Diane Severin Nguyen, <i>IF REVOLUTION IS A SICKNESS</i> (2021). Courtesy of the artist and Bureau, New York.

Diane Severin Nguyen, IF REVOLUTION IS A SICKNESS (2021). Courtesy of the artist and Bureau, New York.

While Nguyen’s photographs hook the viewer by burrowing into a slippery space between recognizable genres, the film gets there by embracing the conventions of melodrama and movie-making—and relying on the charisma of its talented actors and dancers to do some of the legwork along the way. It’s a move that represents a significant evolution in the artist’s own practice: while her still photographs freeze moments of inchoate instability, with the film, she presses play again, allowing her subjects to operate in that liminal realm.

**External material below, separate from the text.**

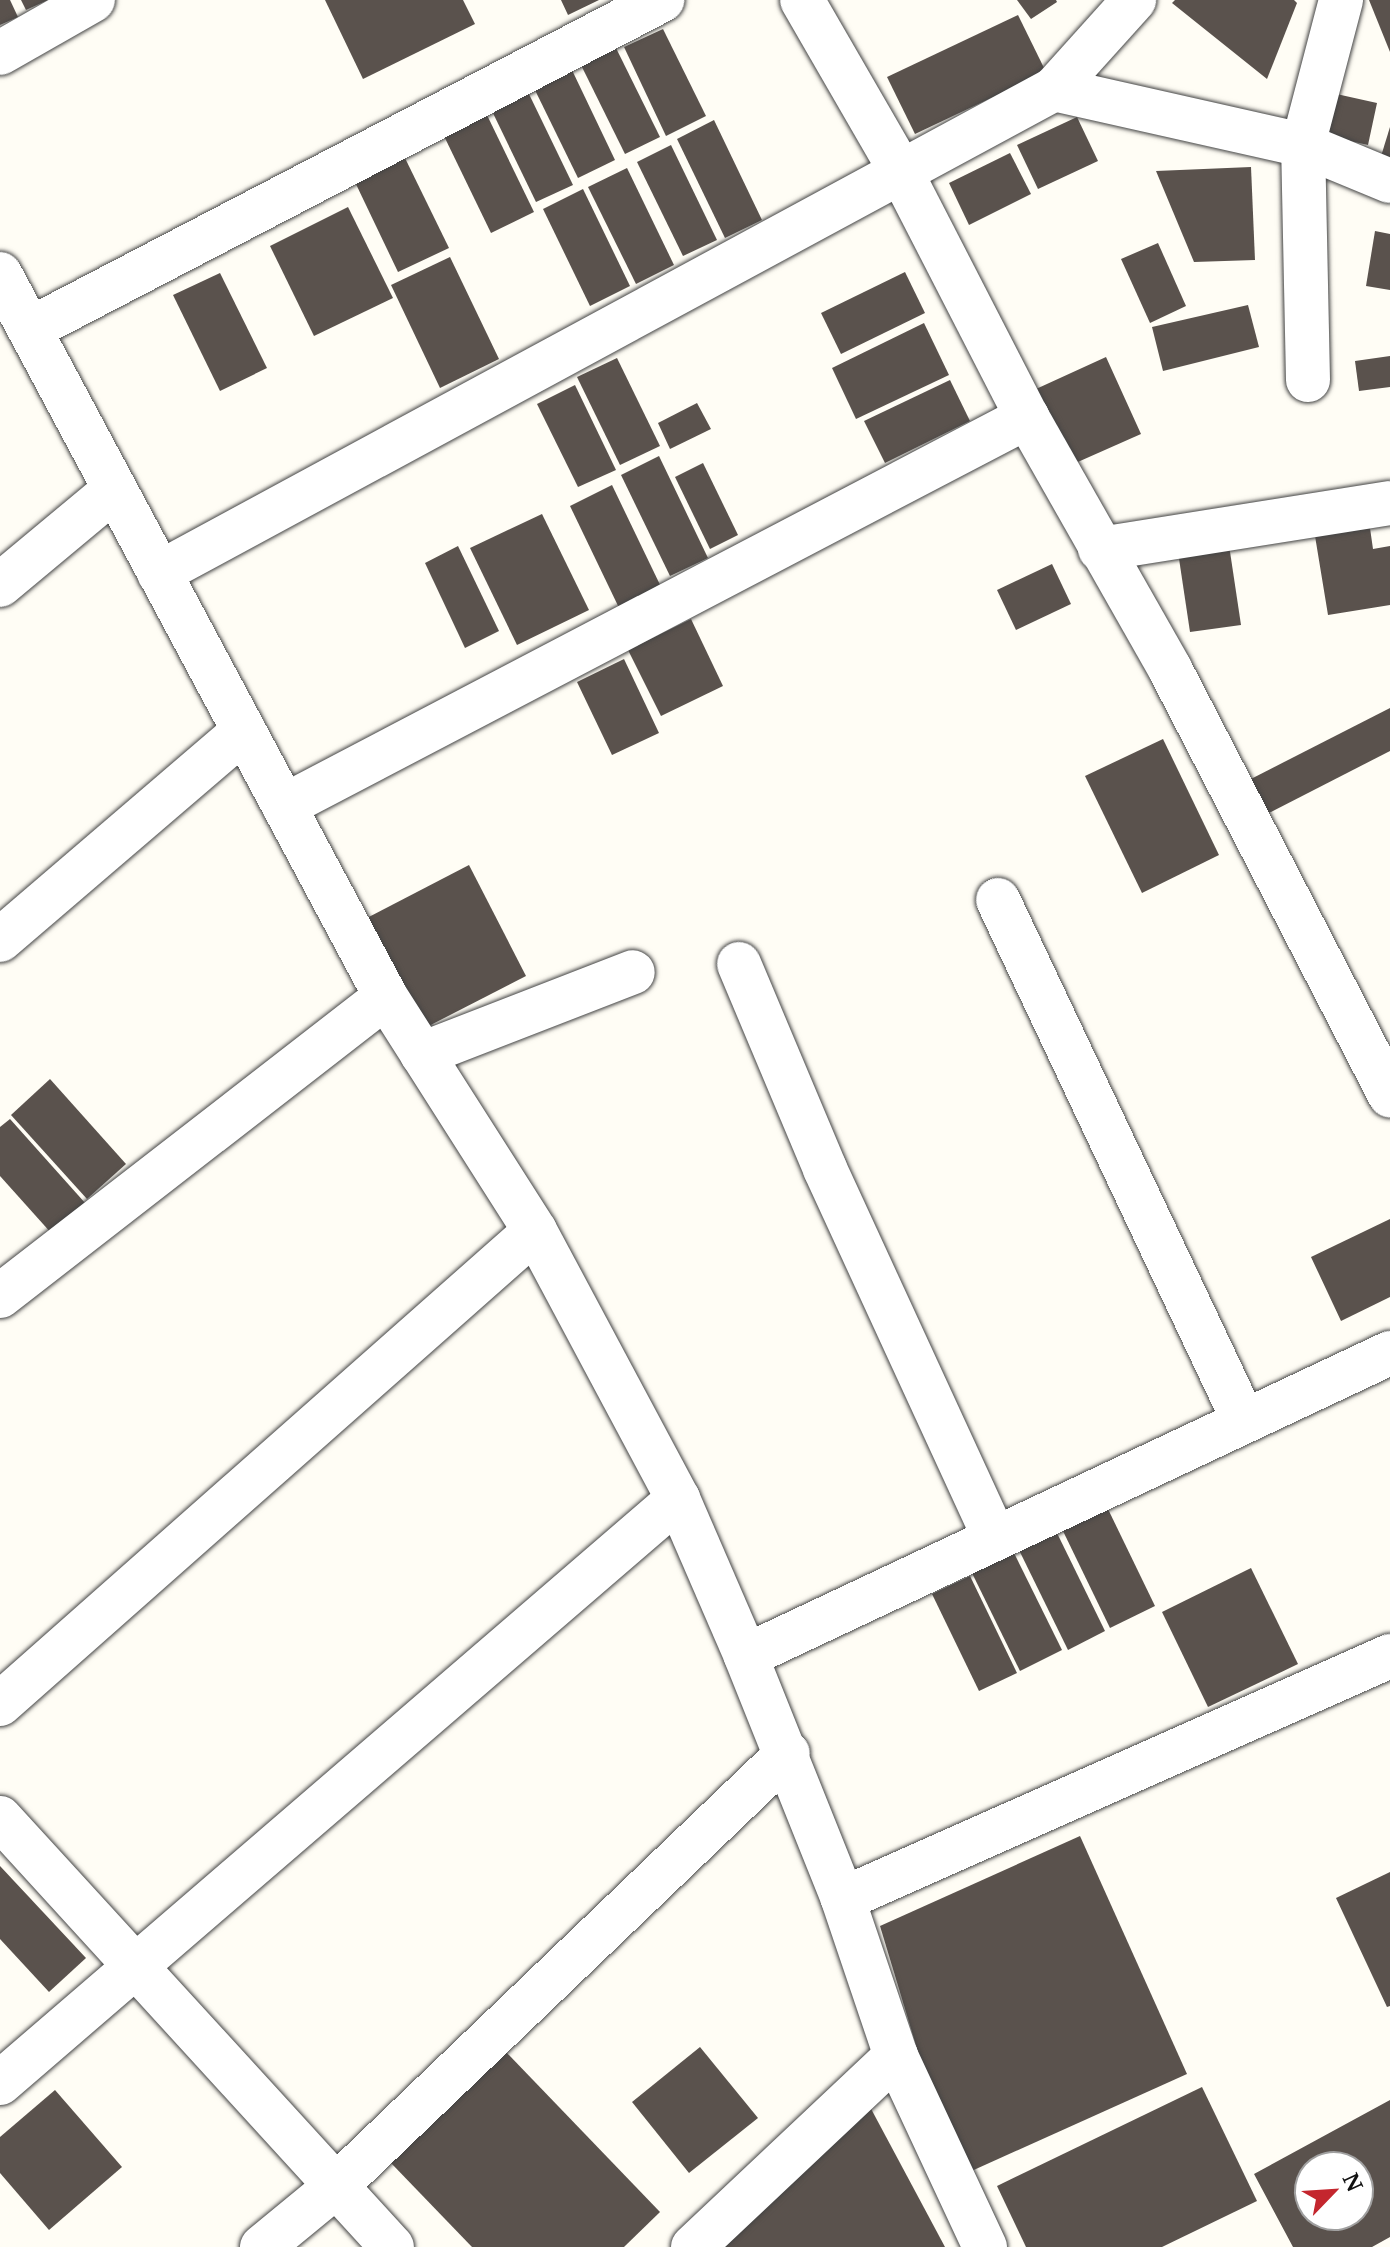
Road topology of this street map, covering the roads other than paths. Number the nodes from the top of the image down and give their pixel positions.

“The characters in the film almost create scenarios or compositions that at times convey very intricate scenarios that she creates in the photographs,” said SculptureCenter curator Sohrab Mohebbi, who commissioned the work. 

Recalling conversations with Nguyen during the production of IF REVOLUTION IS A SICKNESS, Mohebbi points to a recurring question that’s also at the center of the final product. “One question that I asked her while she was working on the film was, ‘Diane, is this a form of propaganda?’ I don’t think it is, but it’s interesting to think about how you would create an image at this point that is not ideological, but still revolutionary.”

I didn’t pose this question to Nguyen, but the song at the end of her film offers one possible answer: “If revolution is a sickness,” Veronika belts in the bridge, “I wanna be sick, sick, sick!”